Unlike my previous recipes for power bites, these energy power bites cut into squares can almost pass for a healthy brownie-like treat, or at least I would like to think so. (And they unlike a brownie, do not need to be baked.) They have great texture and just the right amount of sweetness. Any combination of chia, flax and hemp seeds help pack a nutritious punch into these bite size easy-to-make, energy bites.
Cocoa Oatmeal Energy Power Bites
- 1 tablespoon coconut oil, melted and cooled, plus more for the pan
- 1 ounce unsweetened chocolate, grated
- 9 Medjool dates, pitted
- 1/2 cup almond butter (any nut butter works)
- 3 tablespoons ground chia seeds, flaxseed chia seeds and/or hemp seeds
- 1/2 teaspoon salt
- 1/2 teaspoon ground cinnamon
- 1/2 teaspoon vanilla extract
- 3 tablespoons ground almond flour
- 4 tablespoons oatmeal, ground
- 1 teaspoon cocoa powder
- 3 tablespoons unsweetened shredded coconut
- flaky sea salt
- Step 1 Line an 8×8 baking pan with parchment paper allowing an overhang on the sides. Melt a little coconut oil and, using a pastry brush, lightly coat the parchment paper to prevent sticking. Set aside.
- Step 2 Place the dates in a small bowl and cover with boiling water. Cover with plastic wrap and allow to sit for 10 minutes to soften.
- Step 3 Drain the dates and set aside.
- Step 4 In the bowl of a kitchen mixer such as a Cusinart fitted with a metal attachment, add the coconut oil, dates and almond butter.
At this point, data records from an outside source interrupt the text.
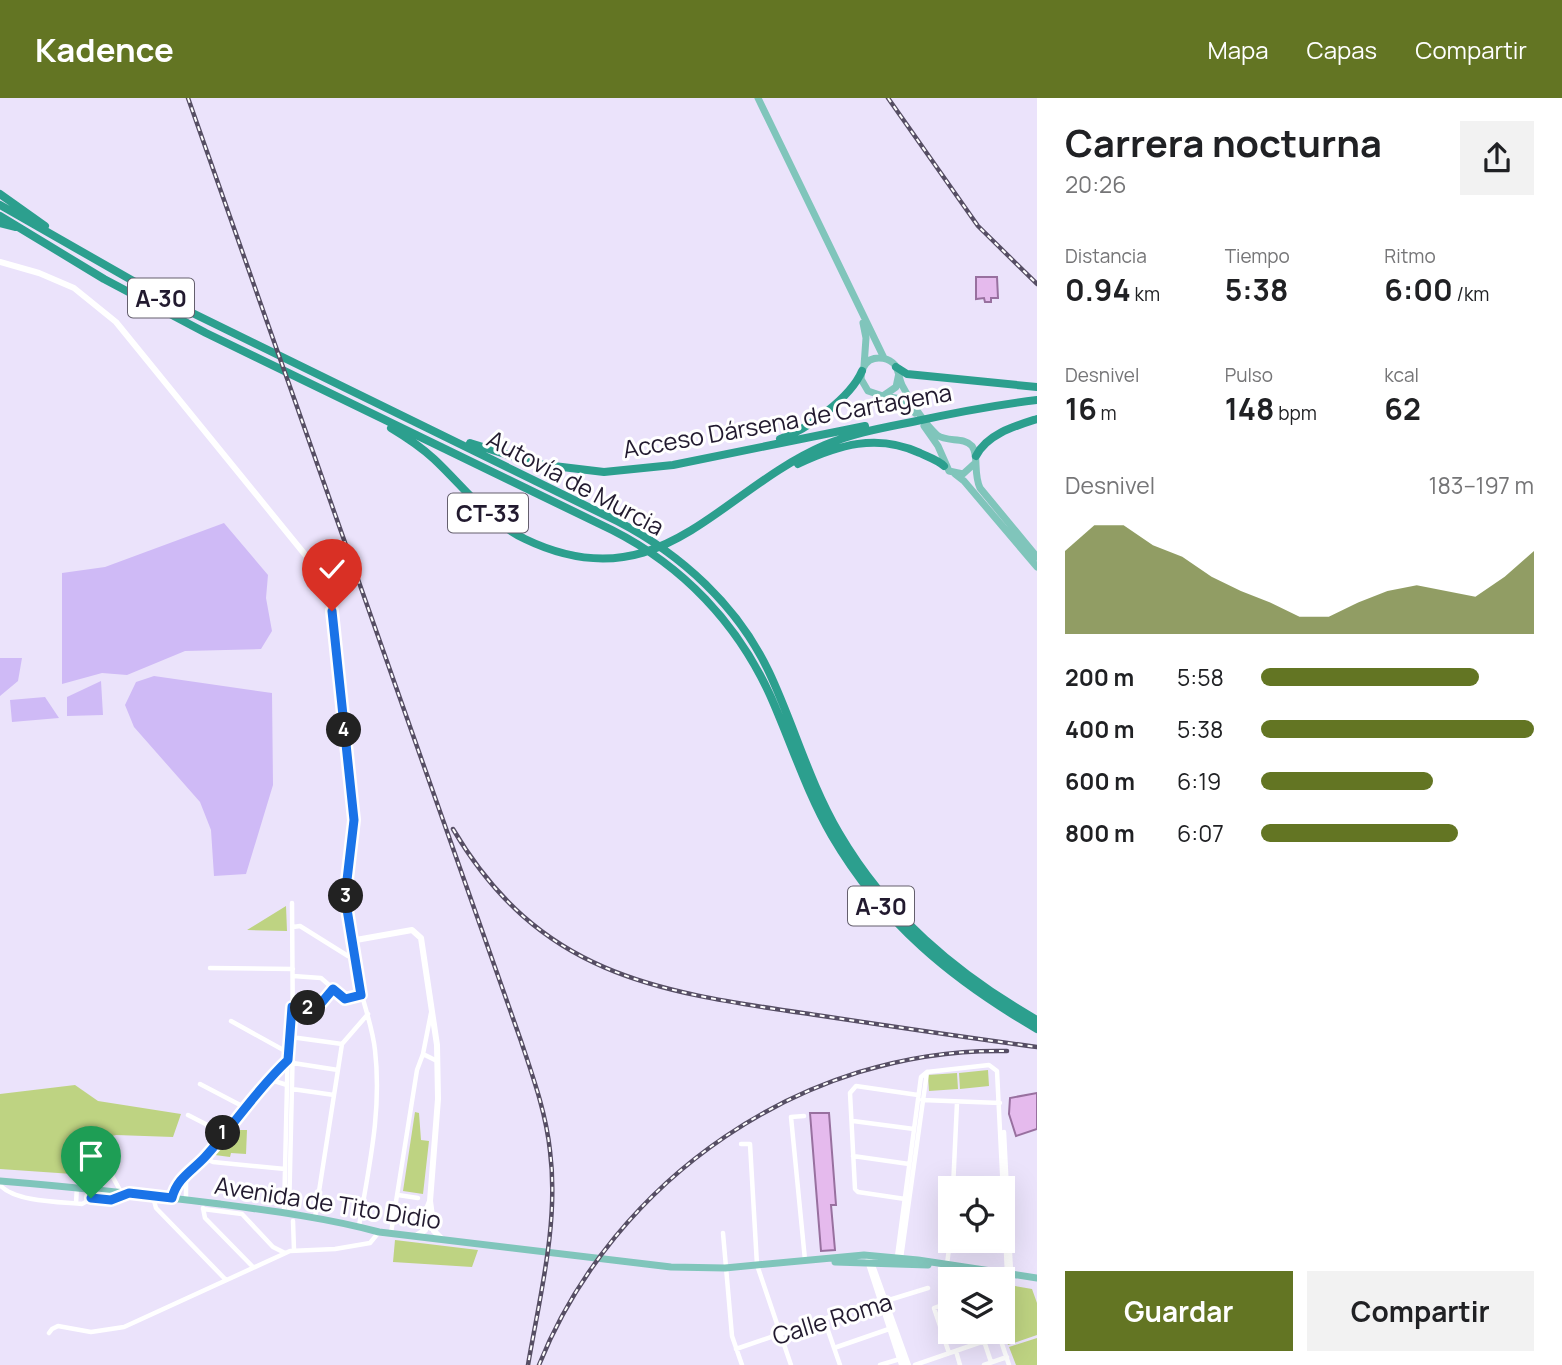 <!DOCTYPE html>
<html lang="es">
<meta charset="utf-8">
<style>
:root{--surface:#fff;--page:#f2f2f2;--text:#202124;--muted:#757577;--accent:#637523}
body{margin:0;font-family:Manrope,sans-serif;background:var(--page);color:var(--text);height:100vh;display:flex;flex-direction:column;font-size:26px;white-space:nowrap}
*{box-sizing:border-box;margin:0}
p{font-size:23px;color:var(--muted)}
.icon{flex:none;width:38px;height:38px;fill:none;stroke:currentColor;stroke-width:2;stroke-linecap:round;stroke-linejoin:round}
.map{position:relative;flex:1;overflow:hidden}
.drawer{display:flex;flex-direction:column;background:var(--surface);width:525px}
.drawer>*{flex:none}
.buttons{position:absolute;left:938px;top:1078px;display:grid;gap:14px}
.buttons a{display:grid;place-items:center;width:77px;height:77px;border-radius:0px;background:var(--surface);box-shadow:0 7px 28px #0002;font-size:35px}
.pin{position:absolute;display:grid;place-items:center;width:60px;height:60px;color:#fff;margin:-72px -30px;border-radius:50% 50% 50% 0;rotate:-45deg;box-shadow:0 0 7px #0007}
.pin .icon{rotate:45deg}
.km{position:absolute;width:35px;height:35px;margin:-18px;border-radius:50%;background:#222;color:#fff;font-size:19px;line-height:35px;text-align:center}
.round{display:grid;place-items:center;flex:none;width:74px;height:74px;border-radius:0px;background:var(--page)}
.headline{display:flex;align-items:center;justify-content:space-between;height:119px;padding:0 28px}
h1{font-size:38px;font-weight:700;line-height:52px}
.figures{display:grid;grid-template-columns:repeat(3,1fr);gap:10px;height:119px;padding:7px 28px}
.figures div{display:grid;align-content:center}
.figures b{font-size:30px;font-weight:700}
.figures small{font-size:19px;font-weight:400}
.figures p{font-size:19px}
.chart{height:196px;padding:14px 28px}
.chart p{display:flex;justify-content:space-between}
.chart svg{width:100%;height:126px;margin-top:7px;fill:var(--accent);opacity:.7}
.primary-button{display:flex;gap:14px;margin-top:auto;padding:14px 28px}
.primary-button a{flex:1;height:80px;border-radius:0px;background:var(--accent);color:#fff;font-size:28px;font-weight:700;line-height:80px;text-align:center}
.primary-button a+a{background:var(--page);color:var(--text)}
ul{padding:0 28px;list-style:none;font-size:23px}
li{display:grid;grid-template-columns:112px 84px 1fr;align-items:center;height:52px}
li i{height:18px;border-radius:9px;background:var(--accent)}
header{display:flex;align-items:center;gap:42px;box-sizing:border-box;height:98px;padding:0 35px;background:var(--accent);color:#fff}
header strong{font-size:33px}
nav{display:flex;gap:38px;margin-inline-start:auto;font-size:24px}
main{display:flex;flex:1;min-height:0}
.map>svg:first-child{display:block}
</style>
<header>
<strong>Kadence</strong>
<nav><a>Mapa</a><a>Capas</a><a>Compartir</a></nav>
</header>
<main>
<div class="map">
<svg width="1037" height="1267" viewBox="0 0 1037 1267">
<rect width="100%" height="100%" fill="#ebe3fb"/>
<!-- green -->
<path fill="#bed382" d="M286 808 287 833 247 832Z
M988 972 989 988 960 991 959 975Z
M957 975 958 991 929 993 928 977Z
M75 987 98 1003 181 1016 173 1039 116 1037 100 1041 95 1067 87 1077 0 1071V996Z
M415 1014 419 1015 421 1042 429 1043 423 1096 403 1093Z
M231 1032H247L246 1056 231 1055 230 1059 215 1057Z
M395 1142 478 1152 472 1169 393 1164Z
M1003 1186 1032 1191 1037 1205V1237L1008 1247 1003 1231Z
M1037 1240V1267H1016L1009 1249Z"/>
<!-- water -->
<path fill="#cfbaf6" d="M224 425 268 477 266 500 272 533 261 551 185 553 127 577 102 575 62 586V475L105 469Z
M0 560H22L18 583 0 598Z
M154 578 272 595 273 687 246 776 214 778 211 732 200 704 134 629 125 607 136 584Z
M101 583 103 617 67 618V599Z
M45 599 59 620 12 624 10 602Z"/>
<!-- building -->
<path fill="#e5baed" stroke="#98709f" stroke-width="2" d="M976 179H997L998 200H991V204H985L984 200 976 201Z
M1037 995V1031L1016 1038 1009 1016 1010 1000Z
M810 1015H829L836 1107H831L835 1152 821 1153Z"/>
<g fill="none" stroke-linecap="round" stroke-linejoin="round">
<!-- street -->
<path stroke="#fff" stroke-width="4.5" d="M293 829 300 828 348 858 354 857
M354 842C351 880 371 915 375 952 382 1013 369 1068 359 1128
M210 870 293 871
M293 878 321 880 345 901 361 897
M292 909 317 910 333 891
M431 915 423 956 437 963
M231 923 287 954
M291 939 342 946
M293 965 338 972
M927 974 989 967 997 973 1007 1174
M268 981 287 987
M200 986 244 1009
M292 991 334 997
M922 1002 1000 1005
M188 1017 223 1035
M804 1018 791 1019 805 1162
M853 1023 914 1031
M1004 1034 1011 1175
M741 1046H750L757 1167 791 1267
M853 1058 909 1066
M204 1060 213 1064 285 1071
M186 1078V1102
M0 1087C14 1104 61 1104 82 1106 95 1097 110 1102 125 1096
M953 1090 957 1005
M94 1091 104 1074H110L121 1094
M398 1097 418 1100
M153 1099 156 1110 226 1182
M172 1100C177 1080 192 1073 205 1058 234 1027 256 992 287 962
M905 1101 858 1094 855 1091 850 995 856 988 918 997
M76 1105 77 1089
M203 1110 205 1120 253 1169
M203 1111 242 1116 273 1149 285 1155
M284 1115 288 944 291 939
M289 1115 293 944 292 805
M315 1119 342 946 368 916
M293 1123 294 1152
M391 1135 417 972 423 956
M723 1135 732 1238 742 1267
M897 1159 921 979 927 974
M901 1160 927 974
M947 1166 950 1143
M971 1172 978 1181
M824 1221 840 1267
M941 1232 950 1229
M998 1234 1009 1267
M49 1235 52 1231 58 1228 91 1234 124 1229 290 1153 335 1151 370 1145 379 1134
M984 1243 991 1264
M834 1250 889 1231
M736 1251 879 1202H889L928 1190
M956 1253 960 1267
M949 1255 934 1210 950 1204
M880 1267 900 1261
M915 1267 999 1238
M984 1267 1007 1259"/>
<!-- secondary -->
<path stroke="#fff" stroke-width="6" d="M0 164 39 175 74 190 116 224 311 464 324 488 332 513C339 581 350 649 353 717 355 759 338 799 352 841L356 842 412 832 421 840 437 947 438 1001 430 1103 434 1133 442 1141
M416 1138 425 1132 426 1113 430 1103
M868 1163 902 1267
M871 1164 908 1267"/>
<!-- primary -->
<path stroke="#80c5bb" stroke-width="7" d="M758 0 884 260
M863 225 866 240 864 268
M899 275 896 289 883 298 868 293 861 281C861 274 863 267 870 262 878 258 889 260 895 267 899 273 899 281 902 287 910 303 924 325 937 337 948 345 963 338 972 348 979 357 973 375 980 390L1037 459
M884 298 901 301 915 315
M924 328 938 348 949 373 963 376 974 366
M955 376 964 383 1037 469
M0 1083C74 1089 147 1097 220 1106 273 1113 327 1120 379 1134L671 1169 725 1170 864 1157 918 1162 1037 1180
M835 1164 928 1167"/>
<!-- highway -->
<path stroke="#2c9f8e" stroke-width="8" d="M0 96 45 128
M0 107 170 204 617 423C681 456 738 508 769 574 794 627 809 684 839 735 887 817 955 875 1037 922
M0 118 104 181 206 235 612 432C683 468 737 525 770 597 791 644 806 693 832 738 883 825 951 881 1037 931
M0 125 15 129
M896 269 907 276 1037 289
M391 330C406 339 421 349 434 361 463 388 488 423 525 441 660 506 718 393 825 347 853 335 882 330 912 324 953 315 995 307 1037 302
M780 341C807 332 851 299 862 273
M470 345 537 366 604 374 673 367 865 328
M976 358C987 336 1015 328 1037 321
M798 366C838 347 877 335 920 355 928 359 938 362 944 368"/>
<defs>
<path id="rail" d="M188 0 521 943C533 979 546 1015 550 1053 559 1124 540 1197 528 1267
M888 0 978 128 1037 186
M453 731C541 880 660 894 816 917 889 928 963 939 1037 949
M539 1267C614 1081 804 949 1007 953"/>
</defs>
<!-- rail casing -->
<use href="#rail" stroke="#564e64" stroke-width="4.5"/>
<!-- rail -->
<use href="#rail" stroke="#fff" stroke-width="2" stroke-dasharray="5" stroke-linecap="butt"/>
</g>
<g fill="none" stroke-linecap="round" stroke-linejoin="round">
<defs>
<path id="route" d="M91 1100 111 1102 129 1095 172 1100C177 1080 192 1073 205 1059 234 1027 256 992 288 962L292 909 317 910 333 891 345 901 361 897 345 799 354 722 332 513"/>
</defs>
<!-- route casing -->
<use href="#route" stroke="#fff" stroke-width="14"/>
<!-- route -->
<use href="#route" stroke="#1a73e8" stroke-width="9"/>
</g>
<g text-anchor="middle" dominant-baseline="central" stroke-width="6" stroke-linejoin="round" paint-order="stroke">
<!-- shield labels -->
<g fill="#fff" stroke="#645f6d" stroke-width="2">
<rect x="128" y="180.5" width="66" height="39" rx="5"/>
<rect x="448" y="395.5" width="80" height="39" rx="5"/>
<rect x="848" y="788.5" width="66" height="39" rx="5"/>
</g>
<g font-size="23" font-weight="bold" fill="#221a2f">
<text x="161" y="200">A-30</text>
<text x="488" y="415">CT-33</text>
<text x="881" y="808">A-30</text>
</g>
<!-- street labels -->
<g font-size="24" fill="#221a2f" stroke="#fff">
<text transform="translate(787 322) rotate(-10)">Acceso Dársena de Cartagena</text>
<text transform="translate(576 384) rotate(28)">Autovía de Murcia</text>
<text transform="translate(328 1104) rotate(9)">Avenida de Tito Didio</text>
<text transform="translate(832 1220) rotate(-17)">Calle Roma</text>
</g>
</g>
</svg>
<div class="buttons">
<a><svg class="icon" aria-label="locate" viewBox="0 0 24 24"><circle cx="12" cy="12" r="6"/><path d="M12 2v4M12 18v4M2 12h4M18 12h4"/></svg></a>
<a><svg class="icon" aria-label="layers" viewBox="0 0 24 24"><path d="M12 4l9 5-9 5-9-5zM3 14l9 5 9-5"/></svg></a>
</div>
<div class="pin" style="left:91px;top:1100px;background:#1e9e55"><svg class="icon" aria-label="arrive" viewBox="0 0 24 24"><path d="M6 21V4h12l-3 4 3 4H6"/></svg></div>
<div class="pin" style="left:332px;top:513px;background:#d93025"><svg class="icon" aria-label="check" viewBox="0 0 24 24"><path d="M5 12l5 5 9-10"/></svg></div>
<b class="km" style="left:223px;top:1035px">1</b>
<b class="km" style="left:308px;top:910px">2</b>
<b class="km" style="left:346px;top:798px">3</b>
<b class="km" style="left:344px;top:632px">4</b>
</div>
<section class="drawer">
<div class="headline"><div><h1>Carrera nocturna</h1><p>20:26</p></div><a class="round"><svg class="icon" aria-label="share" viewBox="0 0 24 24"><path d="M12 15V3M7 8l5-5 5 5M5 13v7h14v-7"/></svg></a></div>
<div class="figures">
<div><p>Distancia</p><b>0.94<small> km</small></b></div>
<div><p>Tiempo</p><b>5:38</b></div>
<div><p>Ritmo</p><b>6:00<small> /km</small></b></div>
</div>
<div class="figures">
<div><p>Desnivel</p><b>16<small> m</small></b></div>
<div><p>Pulso</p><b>148<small> bpm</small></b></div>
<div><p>kcal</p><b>62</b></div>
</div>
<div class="chart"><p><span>Desnivel</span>183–197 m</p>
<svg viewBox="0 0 160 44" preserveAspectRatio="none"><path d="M0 44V15L10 6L20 6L30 13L40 17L50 24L60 29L70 33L80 38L90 38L100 33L110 29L120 27L130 29L140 31L150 24L160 15V44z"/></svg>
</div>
<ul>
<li><b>200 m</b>5:58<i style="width:80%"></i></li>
<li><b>400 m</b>5:38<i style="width:100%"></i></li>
<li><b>600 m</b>6:19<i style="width:63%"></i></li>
<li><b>800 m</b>6:07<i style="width:72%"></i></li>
</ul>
<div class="primary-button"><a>Guardar</a><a>Compartir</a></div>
</section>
</main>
Pulse until the ingredients come together.
- Step 5 Add the ground flaxseed, ground chia seed, ground hemp seed, salt, cinnamon, and vanilla, pulse to incorporate.
- Step 6 Add the almond flour, ground oatmeal, grated chocolate, cocoa powder, and shredded coconut and pulse to mix.
- Step 7 Using your hands, press the mixture into the prepared pan. Cover with plastic wrap and chill until firm, about 1 hour.
- Step 8 To serve, lift the parchment paper from the pan and place on a cutting board. Slice into 16 squares and sprinkle with flaked sea salt.
- Step 9 If stored in an airtight container in the refrigerator, these squares can be kept for up to 2 week.